Em virtude dessa situação, é necessário política pública para a permanência dessas famílias de agricultores nesses assentamentos rurais, e para que isso aconteça perpassa pela lógica de que áreas florestadas em assentamentos só serão incorporadas a um sistema produtivo e, assim conservadas, se for dada aos assentados a chance de cultivar a terra já desmatada de forma rentável e promissora, enquanto exploram os recursos de forma sustentável.
Para tanto, é necessário que tenham acesso a políticas públicas que forneçam segurança fundiária, assistência técnica e extensão rural, linhas de créditos adequadas à sua realidade, regularização fundiária, e obtenção do licenciamento ambiental, para que possam fazer a produção sustentável, e não sucumbir diante da fragilidade e vulnerabilidade estatal.
Ainda, será importante que sejam ofertados aos assentados infraestrutura mínima para o escoamento da produção e os meios que viabilizem a comercialização de produtos. Por fim, é fundamental que sejam reconhecidos e compensados pelo serviço que prestam ao manterem suas florestas em pé, por meio de pagamentos de serviços ambientais.

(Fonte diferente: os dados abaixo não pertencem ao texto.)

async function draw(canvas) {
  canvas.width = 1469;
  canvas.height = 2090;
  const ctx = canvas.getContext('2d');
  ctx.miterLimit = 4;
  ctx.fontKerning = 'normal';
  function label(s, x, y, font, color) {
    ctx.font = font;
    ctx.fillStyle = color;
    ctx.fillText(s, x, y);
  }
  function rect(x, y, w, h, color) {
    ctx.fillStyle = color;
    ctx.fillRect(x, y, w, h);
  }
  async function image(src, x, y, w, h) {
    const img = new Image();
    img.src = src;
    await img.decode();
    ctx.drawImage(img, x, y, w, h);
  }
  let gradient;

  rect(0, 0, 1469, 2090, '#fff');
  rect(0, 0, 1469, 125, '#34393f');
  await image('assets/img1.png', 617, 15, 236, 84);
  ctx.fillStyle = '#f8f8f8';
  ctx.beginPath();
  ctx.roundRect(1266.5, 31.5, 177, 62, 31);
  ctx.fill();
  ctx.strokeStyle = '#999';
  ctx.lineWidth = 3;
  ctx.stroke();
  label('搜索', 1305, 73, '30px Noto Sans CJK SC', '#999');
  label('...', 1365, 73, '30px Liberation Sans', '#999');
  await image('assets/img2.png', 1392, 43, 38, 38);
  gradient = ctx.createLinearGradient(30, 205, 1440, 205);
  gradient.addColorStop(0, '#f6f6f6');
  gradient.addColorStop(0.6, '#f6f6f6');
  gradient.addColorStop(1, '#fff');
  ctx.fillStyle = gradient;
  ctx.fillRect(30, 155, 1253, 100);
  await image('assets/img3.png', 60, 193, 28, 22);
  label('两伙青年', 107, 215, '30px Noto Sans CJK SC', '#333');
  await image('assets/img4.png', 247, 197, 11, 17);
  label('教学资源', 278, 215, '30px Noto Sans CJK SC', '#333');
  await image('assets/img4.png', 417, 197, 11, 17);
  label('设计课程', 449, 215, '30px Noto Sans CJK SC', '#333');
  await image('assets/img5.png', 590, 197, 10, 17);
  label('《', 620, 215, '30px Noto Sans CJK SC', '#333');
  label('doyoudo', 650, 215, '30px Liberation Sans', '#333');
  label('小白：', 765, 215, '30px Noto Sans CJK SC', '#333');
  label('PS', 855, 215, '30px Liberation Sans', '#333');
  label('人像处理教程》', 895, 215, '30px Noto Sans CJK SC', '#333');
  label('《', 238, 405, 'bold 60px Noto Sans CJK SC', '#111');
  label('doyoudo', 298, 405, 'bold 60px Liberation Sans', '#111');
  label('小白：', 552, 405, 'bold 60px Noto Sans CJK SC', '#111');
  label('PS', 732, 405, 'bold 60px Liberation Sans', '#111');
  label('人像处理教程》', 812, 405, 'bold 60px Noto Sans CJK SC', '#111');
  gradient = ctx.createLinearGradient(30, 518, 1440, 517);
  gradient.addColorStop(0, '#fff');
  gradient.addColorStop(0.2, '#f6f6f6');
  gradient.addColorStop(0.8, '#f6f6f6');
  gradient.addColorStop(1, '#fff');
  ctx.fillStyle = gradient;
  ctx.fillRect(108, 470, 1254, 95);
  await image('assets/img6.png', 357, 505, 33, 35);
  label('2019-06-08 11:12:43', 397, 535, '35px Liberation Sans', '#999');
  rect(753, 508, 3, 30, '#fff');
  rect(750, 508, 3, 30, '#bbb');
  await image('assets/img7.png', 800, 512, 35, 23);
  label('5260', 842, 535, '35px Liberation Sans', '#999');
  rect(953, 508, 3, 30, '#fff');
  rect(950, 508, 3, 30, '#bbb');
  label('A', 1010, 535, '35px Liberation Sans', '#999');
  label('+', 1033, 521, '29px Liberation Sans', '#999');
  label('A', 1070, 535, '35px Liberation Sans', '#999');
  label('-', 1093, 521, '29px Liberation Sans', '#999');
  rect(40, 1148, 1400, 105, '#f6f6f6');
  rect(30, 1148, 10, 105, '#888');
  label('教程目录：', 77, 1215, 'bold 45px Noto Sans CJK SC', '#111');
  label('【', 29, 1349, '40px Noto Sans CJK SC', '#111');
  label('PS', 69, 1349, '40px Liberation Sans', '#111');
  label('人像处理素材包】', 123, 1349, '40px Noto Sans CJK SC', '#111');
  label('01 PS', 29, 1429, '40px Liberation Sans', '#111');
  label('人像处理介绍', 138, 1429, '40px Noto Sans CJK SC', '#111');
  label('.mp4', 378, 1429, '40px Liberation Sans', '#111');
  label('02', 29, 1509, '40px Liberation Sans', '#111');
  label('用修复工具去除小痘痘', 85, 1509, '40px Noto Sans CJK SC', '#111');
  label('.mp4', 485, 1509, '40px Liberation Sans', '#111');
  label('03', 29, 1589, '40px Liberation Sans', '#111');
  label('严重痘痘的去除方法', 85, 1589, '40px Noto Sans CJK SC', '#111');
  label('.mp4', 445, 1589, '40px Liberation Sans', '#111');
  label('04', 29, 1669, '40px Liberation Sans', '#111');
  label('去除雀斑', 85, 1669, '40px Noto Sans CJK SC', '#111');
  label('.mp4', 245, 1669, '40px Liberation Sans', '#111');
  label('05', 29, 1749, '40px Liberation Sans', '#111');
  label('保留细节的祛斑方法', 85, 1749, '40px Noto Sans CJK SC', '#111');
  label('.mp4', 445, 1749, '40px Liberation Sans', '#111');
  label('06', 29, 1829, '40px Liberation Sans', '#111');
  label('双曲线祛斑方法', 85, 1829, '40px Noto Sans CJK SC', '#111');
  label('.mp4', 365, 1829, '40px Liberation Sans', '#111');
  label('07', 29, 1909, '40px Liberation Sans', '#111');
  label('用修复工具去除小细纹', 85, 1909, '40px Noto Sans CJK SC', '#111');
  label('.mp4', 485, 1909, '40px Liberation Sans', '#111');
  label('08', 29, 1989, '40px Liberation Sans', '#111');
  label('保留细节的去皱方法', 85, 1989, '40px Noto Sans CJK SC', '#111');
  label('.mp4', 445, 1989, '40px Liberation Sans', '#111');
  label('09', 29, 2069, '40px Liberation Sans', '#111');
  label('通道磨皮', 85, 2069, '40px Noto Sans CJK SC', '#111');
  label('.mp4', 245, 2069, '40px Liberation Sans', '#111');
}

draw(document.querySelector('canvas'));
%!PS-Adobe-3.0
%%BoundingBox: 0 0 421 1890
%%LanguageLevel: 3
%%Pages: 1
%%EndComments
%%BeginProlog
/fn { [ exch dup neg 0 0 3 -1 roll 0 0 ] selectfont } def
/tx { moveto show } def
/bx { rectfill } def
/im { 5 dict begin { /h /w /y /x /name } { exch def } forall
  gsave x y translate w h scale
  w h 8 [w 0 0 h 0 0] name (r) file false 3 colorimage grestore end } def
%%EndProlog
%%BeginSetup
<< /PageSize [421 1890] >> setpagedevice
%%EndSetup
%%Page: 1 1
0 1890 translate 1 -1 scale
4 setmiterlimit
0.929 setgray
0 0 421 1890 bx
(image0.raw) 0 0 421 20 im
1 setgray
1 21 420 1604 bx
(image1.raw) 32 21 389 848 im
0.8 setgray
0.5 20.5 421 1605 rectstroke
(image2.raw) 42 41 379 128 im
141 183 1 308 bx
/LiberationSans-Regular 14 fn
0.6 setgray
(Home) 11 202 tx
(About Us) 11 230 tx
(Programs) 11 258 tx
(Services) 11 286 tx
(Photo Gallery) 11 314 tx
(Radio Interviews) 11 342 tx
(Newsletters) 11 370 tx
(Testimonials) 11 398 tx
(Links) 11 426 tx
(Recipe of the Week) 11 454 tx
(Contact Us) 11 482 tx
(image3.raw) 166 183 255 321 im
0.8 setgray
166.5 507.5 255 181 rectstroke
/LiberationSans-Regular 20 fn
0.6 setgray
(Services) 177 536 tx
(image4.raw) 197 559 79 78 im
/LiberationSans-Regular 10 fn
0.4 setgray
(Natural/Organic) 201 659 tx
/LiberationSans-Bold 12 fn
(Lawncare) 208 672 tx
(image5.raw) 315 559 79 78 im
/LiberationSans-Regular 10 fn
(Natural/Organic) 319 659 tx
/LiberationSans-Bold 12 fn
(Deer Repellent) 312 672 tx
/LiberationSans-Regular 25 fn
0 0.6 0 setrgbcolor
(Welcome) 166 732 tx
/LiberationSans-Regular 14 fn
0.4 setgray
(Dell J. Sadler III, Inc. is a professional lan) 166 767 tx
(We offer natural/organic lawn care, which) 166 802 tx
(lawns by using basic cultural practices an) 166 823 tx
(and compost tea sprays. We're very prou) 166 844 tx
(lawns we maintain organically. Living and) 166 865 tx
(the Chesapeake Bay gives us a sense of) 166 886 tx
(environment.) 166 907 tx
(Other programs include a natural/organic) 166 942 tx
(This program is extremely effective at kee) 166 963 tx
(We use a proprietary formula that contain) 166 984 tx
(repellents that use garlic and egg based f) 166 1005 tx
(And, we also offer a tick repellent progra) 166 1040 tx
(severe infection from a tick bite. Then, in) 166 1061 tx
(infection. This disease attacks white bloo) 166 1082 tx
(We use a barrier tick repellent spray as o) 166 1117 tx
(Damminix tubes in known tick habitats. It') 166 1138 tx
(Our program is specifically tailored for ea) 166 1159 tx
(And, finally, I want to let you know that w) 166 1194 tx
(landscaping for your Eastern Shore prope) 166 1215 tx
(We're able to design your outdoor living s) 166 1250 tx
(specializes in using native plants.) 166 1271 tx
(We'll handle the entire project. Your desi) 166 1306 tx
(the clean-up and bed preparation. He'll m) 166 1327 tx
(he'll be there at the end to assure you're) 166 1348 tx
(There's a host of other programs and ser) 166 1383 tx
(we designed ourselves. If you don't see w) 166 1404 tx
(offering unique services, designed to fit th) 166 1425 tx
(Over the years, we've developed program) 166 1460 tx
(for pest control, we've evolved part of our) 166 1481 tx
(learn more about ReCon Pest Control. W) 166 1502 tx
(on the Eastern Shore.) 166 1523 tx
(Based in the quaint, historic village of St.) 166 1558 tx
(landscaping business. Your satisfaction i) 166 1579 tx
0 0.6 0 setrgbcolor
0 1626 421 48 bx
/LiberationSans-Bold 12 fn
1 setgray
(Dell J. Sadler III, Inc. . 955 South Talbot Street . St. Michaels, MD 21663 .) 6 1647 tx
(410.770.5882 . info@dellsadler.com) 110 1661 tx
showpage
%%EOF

Convém lembrar que os pequenos agricultores familiares assentados da reforma agrária, ainda praticam uma agricultura baseada no sistema de “corte e queima” da vegetação nativa, em que na maioria dos casos, seguem assim pela baixa qualidade ou a falta dos serviços de assistência técnica e extensão rural que recebem ou pela ausência de uma infraestrutura minimamente decente para o escoamento da produção. Soma-se a estes fatores, a ausência de regularização fundiária e ambiental que lhes dê segurança de permanência na terra e as dificuldades para o acesso ao crédito rural capaz de permitir a mudança no modelo de produção, e de fixação no homem no campo, evitando êxodo rural, e a negociação do lote no prazo de carência, com contrato de gaveta.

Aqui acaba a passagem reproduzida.